Problem to work on:
Would you write out every entry exactly, but without the pictures?

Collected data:
********
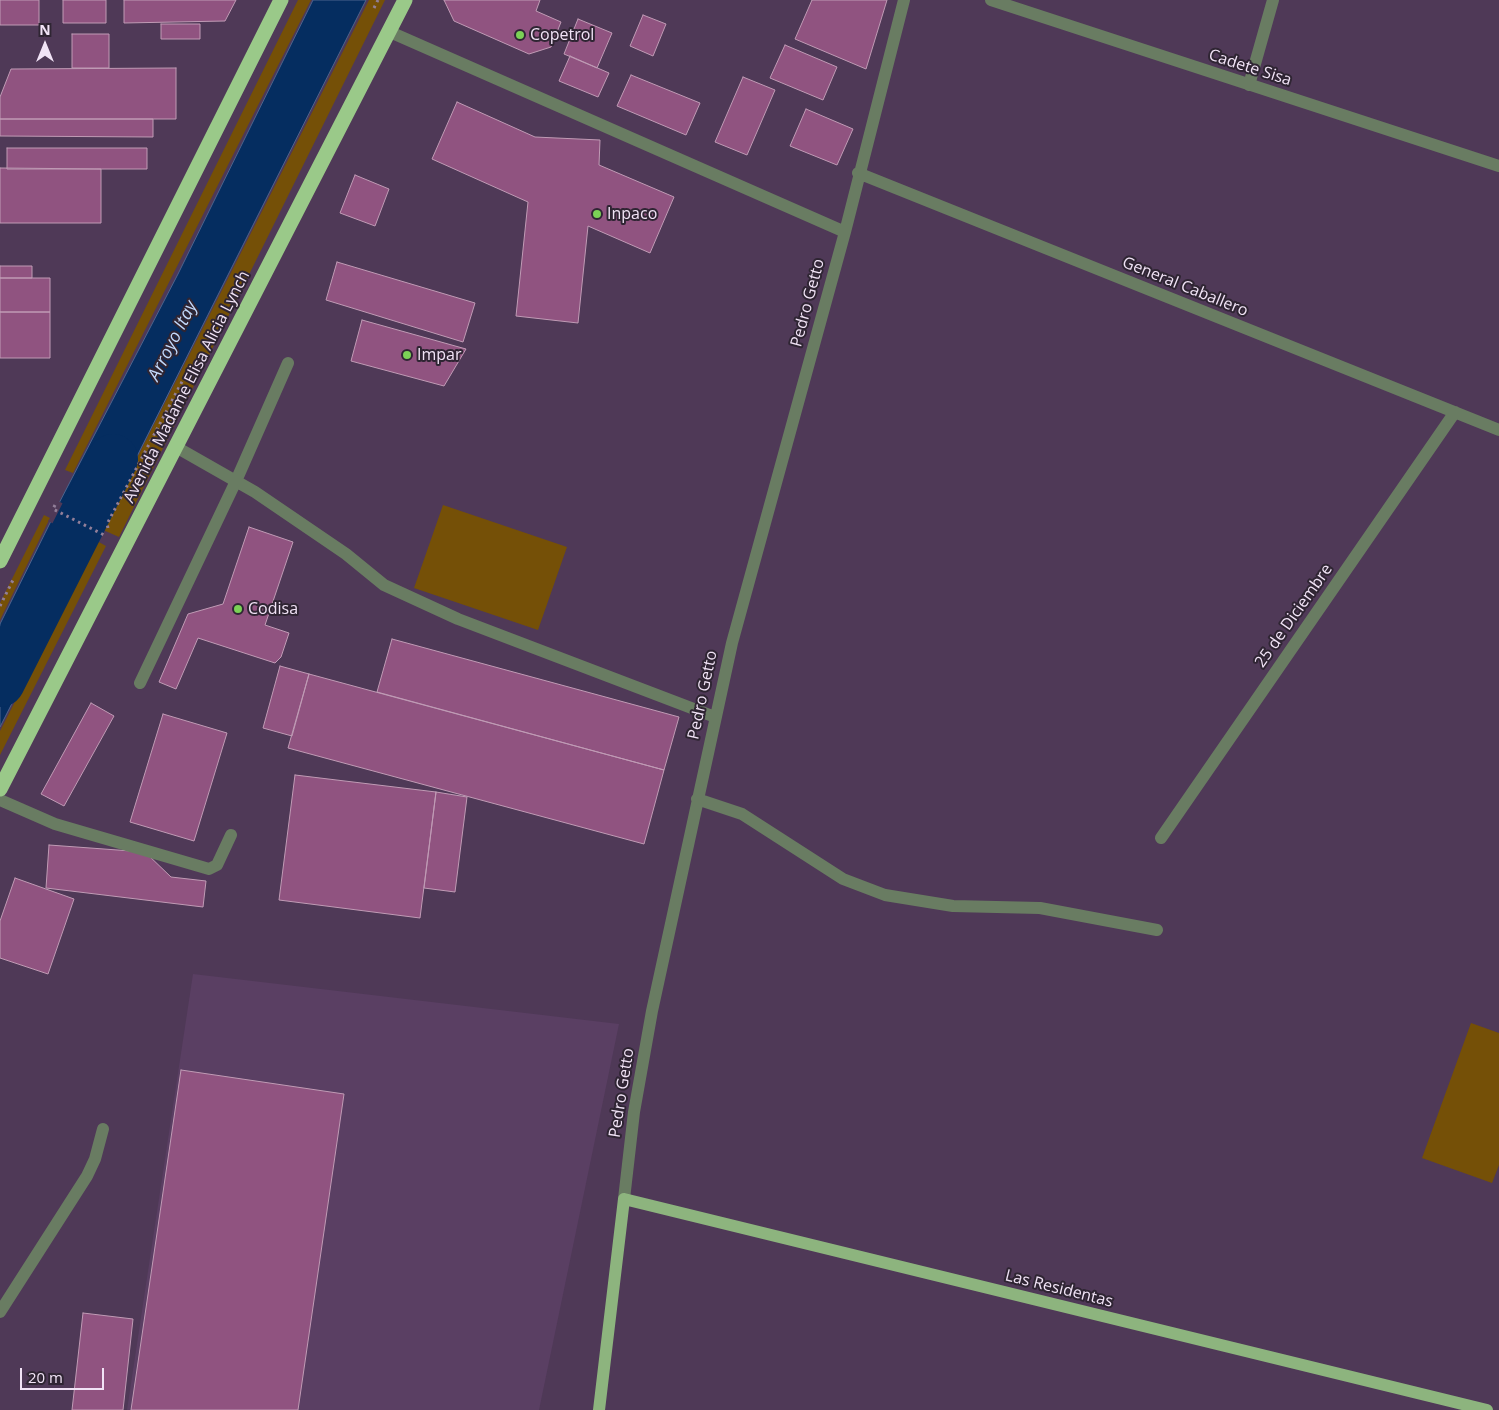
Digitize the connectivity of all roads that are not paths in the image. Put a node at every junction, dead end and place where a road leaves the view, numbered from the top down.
1 (281, 0) edge
2 (405, 0) edge
3 (904, 0) edge
4 (991, 0) edge
5 (1273, 0) edge
6 (390, 32) junction
7 (1249, 85) junction
8 (1499, 166) edge
9 (858, 173) junction
10 (845, 232) junction
11 (288, 362) dead end
12 (1455, 412) junction
13 (1499, 430) edge
14 (176, 447) junction
15 (236, 481) junction
16 (0, 560) edge
17 (140, 683) dead end
18 (715, 717) junction
19 (0, 789) edge
20 (697, 799) junction
21 (0, 800) edge
22 (231, 835) dead end
23 (1161, 838) dead end
24 (1157, 930) dead end
25 (103, 1129) dead end
26 (624, 1199) junction
27 (0, 1312) edge
28 (599, 1410) edge
29 (1487, 1410) edge

1 - 16 highway
2 - 6 highway, Avenida Madame Elisa Alicia Lynch
3 - 9 street, Pedro Getto
4 - 7 street, Cadete Sisa
5 - 7 street
6 - 10 street
6 - 14 highway, Avenida Madame Elisa Alicia Lynch
7 - 8 street, Cadete Sisa
9 - 10 street, Pedro Getto
9 - 12 street, General Caballero
10 - 18 street, Pedro Getto
11 - 15 street
12 - 13 street, General Caballero
12 - 23 street, 25 de Diciembre
14 - 15 street
14 - 19 highway, Avenida Madame Elisa Alicia Lynch
15 - 17 street
15 - 18 street
18 - 20 street, Pedro Getto
20 - 24 street
20 - 26 street, Pedro Getto
21 - 22 street
25 - 27 street
26 - 28 main road, Pedro Getto
26 - 29 main road, Las Residentas

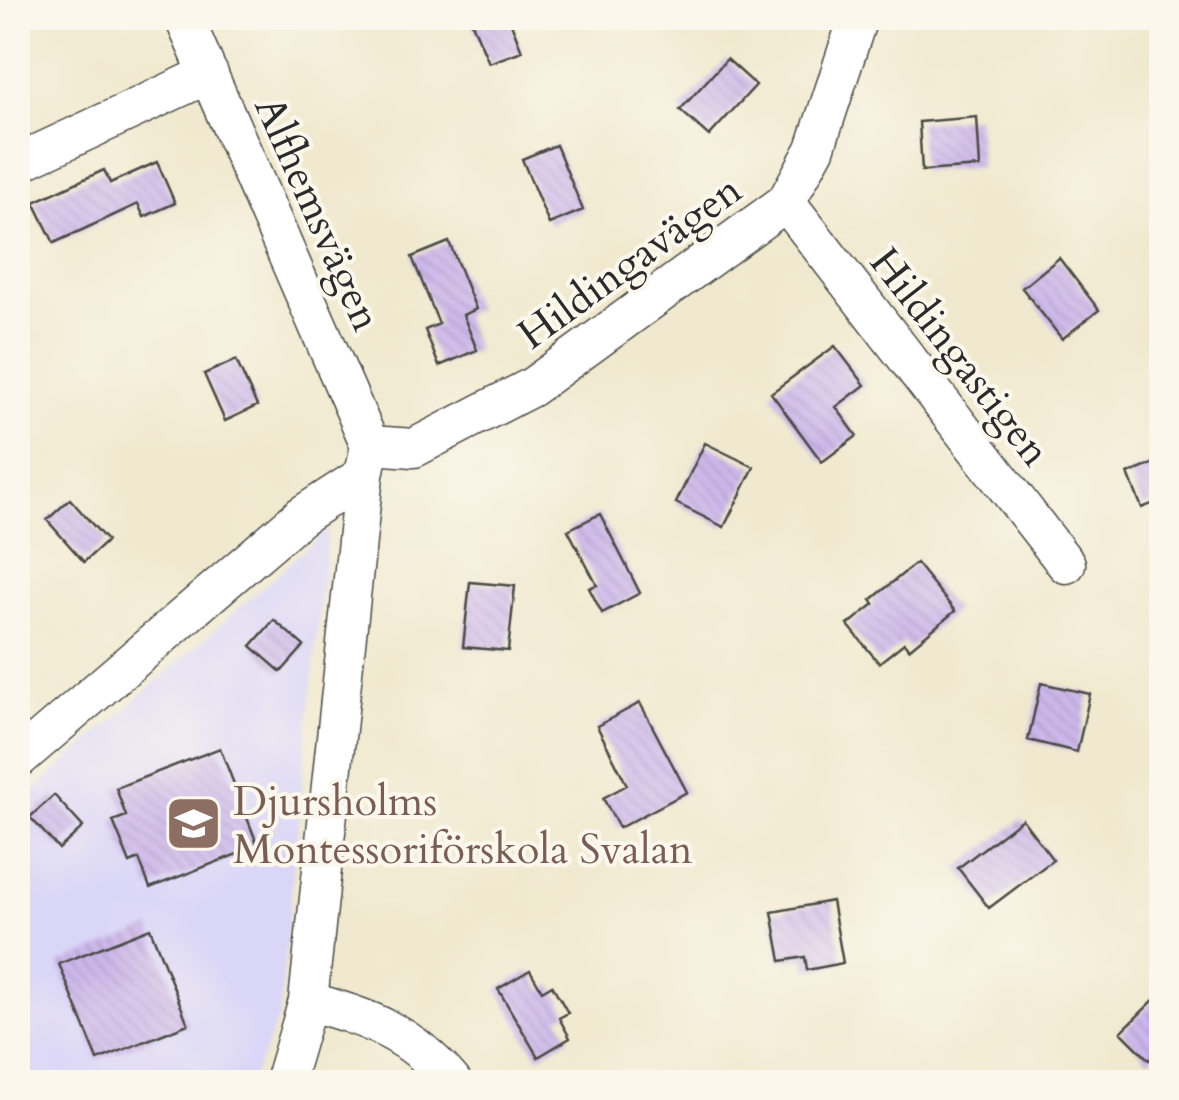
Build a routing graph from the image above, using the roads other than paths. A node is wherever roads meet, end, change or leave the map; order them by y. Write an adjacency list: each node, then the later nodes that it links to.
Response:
********
Answer:
Digitize the connectivity of all roads that are not paths in the image. Put a node at every junction, dead end and place where a road leaves the view, numbered from the top down.
1 (281, 0) edge
2 (405, 0) edge
3 (904, 0) edge
4 (991, 0) edge
5 (1273, 0) edge
6 (390, 32) junction
7 (1249, 85) junction
8 (1499, 166) edge
9 (858, 173) junction
10 (845, 232) junction
11 (288, 362) dead end
12 (1455, 412) junction
13 (1499, 430) edge
14 (176, 447) junction
15 (236, 481) junction
16 (0, 560) edge
17 (140, 683) dead end
18 (715, 717) junction
19 (0, 789) edge
20 (697, 799) junction
21 (0, 800) edge
22 (231, 835) dead end
23 (1161, 838) dead end
24 (1157, 930) dead end
25 (103, 1129) dead end
26 (624, 1199) junction
27 (0, 1312) edge
28 (599, 1410) edge
29 (1487, 1410) edge

1 - 16 highway
2 - 6 highway, Avenida Madame Elisa Alicia Lynch
3 - 9 street, Pedro Getto
4 - 7 street, Cadete Sisa
5 - 7 street
6 - 10 street
6 - 14 highway, Avenida Madame Elisa Alicia Lynch
7 - 8 street, Cadete Sisa
9 - 10 street, Pedro Getto
9 - 12 street, General Caballero
10 - 18 street, Pedro Getto
11 - 15 street
12 - 13 street, General Caballero
12 - 23 street, 25 de Diciembre
14 - 15 street
14 - 19 highway, Avenida Madame Elisa Alicia Lynch
15 - 17 street
15 - 18 street
18 - 20 street, Pedro Getto
20 - 24 street
20 - 26 street, Pedro Getto
21 - 22 street
25 - 27 street
26 - 28 main road, Pedro Getto
26 - 29 main road, Las Residentas

Build a routing graph from the image above, using the roads other than paths. A node is wherever roads meet, end, change or leave the map; order them by y. Write an adjacency list: each node, then the later nodes that it links to.
Response:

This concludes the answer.